Arithmétiquement, la droite pourrait avoisiner les 2500 voix en cas de report strict des 3 listes en lice du premier tour. Autrement dit, la messe est probablement dite, enregistrant une nouvelle défaite insoumise, après le récent fiasco de la première circonscription iséroise.
Cet échec supplémentaire illustre la stratégie de LFI dans cette commune présentée comme la plus pauvre du département francilien. Les moyens pour attirer avec complaisance le vote communautaire des « quartiers » n’ont pourtant pas manqué : photo de Fadwa Sadak, colistière, vêtue d’un keffieh, illustré par la mosquée Al Aqsa, présence sur la liste d’un islamiste explicite, en la personne de Mohamed Ben Yakhlef. Cet admirateur du « Hamas (…) mouvement de résistance contre un État terroriste qui commet un génocide », est aussi un supporter attristé de la disparition de Yahia Sinwar, boucher du 7 octobre 2023, mais également un des chefs du Hesbollah Haniyeh ou Nasrallah.

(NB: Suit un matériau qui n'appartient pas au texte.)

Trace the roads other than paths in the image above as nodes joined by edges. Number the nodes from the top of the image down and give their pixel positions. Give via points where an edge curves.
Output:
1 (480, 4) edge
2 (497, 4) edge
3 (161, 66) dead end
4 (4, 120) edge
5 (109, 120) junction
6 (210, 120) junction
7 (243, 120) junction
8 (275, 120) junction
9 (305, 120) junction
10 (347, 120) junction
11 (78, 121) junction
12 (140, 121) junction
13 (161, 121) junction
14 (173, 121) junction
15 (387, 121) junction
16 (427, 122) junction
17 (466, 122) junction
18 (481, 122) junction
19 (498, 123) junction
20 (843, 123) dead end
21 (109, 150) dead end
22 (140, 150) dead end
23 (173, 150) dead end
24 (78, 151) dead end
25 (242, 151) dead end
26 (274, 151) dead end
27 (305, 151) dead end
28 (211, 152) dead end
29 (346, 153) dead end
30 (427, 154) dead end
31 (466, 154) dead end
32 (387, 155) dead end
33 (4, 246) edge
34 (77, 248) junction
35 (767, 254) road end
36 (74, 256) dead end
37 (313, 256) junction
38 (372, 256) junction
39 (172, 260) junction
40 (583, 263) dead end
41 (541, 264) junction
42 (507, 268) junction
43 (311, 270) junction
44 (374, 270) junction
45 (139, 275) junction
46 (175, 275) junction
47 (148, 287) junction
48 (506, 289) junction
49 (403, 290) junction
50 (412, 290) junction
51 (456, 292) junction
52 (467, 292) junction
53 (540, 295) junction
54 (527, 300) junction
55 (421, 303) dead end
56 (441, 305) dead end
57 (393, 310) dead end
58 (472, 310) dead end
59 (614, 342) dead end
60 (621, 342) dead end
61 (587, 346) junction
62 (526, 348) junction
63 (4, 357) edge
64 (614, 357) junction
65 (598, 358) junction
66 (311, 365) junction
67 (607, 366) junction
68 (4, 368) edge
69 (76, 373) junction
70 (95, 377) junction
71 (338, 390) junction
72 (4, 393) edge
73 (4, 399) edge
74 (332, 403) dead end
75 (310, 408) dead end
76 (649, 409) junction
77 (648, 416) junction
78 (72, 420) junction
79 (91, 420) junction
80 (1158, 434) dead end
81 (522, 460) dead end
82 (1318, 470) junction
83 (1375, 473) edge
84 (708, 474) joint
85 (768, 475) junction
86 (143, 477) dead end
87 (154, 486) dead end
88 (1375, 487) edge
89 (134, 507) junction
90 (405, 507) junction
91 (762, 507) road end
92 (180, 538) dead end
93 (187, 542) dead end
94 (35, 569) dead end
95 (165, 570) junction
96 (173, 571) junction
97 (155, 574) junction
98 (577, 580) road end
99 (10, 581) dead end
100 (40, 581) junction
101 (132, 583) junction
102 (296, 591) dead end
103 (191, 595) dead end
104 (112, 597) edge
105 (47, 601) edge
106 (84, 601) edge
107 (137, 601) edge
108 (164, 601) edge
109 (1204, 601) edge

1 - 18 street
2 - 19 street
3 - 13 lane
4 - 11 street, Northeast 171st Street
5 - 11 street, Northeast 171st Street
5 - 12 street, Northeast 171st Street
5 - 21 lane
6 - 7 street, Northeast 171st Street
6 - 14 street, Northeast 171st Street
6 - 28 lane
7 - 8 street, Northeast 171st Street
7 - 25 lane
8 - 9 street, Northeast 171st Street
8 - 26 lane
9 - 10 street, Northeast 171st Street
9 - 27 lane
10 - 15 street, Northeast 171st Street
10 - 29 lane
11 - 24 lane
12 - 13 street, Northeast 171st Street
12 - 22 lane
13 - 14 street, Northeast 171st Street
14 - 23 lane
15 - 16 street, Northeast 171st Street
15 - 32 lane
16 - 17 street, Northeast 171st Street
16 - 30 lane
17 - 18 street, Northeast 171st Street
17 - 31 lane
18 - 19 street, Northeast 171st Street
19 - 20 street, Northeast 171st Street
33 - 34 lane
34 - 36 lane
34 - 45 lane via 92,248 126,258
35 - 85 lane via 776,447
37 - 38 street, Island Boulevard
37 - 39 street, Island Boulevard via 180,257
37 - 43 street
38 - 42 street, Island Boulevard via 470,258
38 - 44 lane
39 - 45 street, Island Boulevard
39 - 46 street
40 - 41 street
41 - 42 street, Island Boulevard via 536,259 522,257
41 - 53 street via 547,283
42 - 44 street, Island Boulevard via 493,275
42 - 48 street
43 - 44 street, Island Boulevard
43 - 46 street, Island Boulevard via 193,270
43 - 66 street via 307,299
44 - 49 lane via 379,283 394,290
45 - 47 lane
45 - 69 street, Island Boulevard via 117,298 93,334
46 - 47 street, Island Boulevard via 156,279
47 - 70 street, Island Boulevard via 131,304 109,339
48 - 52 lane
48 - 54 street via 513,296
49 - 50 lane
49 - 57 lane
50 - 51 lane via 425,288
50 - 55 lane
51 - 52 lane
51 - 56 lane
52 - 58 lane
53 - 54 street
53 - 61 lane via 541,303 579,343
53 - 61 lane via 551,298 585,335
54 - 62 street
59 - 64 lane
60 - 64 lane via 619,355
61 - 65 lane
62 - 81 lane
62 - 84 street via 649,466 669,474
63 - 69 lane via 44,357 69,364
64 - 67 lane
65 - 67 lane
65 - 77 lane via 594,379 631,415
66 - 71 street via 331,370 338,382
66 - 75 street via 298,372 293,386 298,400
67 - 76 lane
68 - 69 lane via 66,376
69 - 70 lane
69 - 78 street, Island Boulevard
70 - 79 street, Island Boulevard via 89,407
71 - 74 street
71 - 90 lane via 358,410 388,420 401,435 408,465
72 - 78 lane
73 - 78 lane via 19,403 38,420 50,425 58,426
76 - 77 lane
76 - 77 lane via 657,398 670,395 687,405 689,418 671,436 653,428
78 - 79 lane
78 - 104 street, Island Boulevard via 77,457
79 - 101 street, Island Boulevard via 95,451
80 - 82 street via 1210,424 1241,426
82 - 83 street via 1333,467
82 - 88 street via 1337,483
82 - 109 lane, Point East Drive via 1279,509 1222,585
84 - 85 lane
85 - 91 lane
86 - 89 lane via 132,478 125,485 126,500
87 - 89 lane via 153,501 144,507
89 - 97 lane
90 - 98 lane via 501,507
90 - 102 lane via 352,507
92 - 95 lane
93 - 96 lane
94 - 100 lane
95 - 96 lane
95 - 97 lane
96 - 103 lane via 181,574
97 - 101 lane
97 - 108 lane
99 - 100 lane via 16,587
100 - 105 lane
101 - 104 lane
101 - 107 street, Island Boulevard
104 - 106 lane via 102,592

Rima Hassan ferait presque pâle figure à côté. Trop indigeste pour des électeurs progressistes à l’heure des commémorations du 80e anniversaire de la libération d’Auschwitz ? Probablement. Le premier fédéral, président du groupe socialiste au conseil régional et partisan d’Olivier Faure, Jonathan Kienzlen sait la séquence compliquée et médiatiquement scrutée.
Le Parti Socialiste, en l’absence d’un congrès qui tarde à venir, poursuit son rôle de funambule. Désolidarisé de LFI après la décision de ne pas voter la censure dans un contexte de tensions démultipliées et de retournement de conjoncture économique, il n’en reste pas moins membre du NFP, au moins formellement.
Sur BFM, Benjamin Duhamel avait beau être insistant sur la persistance de l’alliance avec LFI, Olivier Faure utilise maintes circonvolutions pour ne fâcher personne. S’il peut se prévaloir, aux côtés de Boris Vallaud et de Patrick Kanner, d’avoir ramené des « victoires » aux français en évitant le chaos d’une censure supplémentaire, chiffrée à 12 milliards par la droite parlementaire, il faudra bien répondre à la question tôt ou tard.
En réalité, l’exigence du retrait de Ben Yakhlef de la liste Boyard par les socialistes locaux, est une piètre offensive. Premièrement, il n’est qu’un parmi d’autres dans les rangs de cette nébuleuse à défendre de telles positions islamo-compatibles. À la manière de la dédiabolisation du RN lorsqu’il s’agit de nettoyer les CV et fouiller les réseaux sociaux, la normalisation complète est toujours pour demain, et pour cause.
La France Insoumise présente les mêmes caractéristiques à l’égard de la collaboration islamiste que celles du RN à l’égard de ses fréquentations nationalistes les plus inavouables. Rien d’étonnant que se dessine de plus en plus fréquemment un front anti-LFI sur le mode du front républicain anti-RN.
De plus, la stratégie de Villeneuve-Saint-Georges est un test devant valider la ligne du caudillo : l’affrontement partout où cela est possible avec la gauche, de préférence socialiste, afin de l’affaiblir avant de s’enraciner localement. Autrement dit, en l’absence de candidature d’extrême-droite, la solution respectueuse des valeurs de la gauche républicaine plaidait pour le maintien de sa liste. Mieux vaut perdre une élection que de perdre son âme, mieux vaut résister que de collaborer.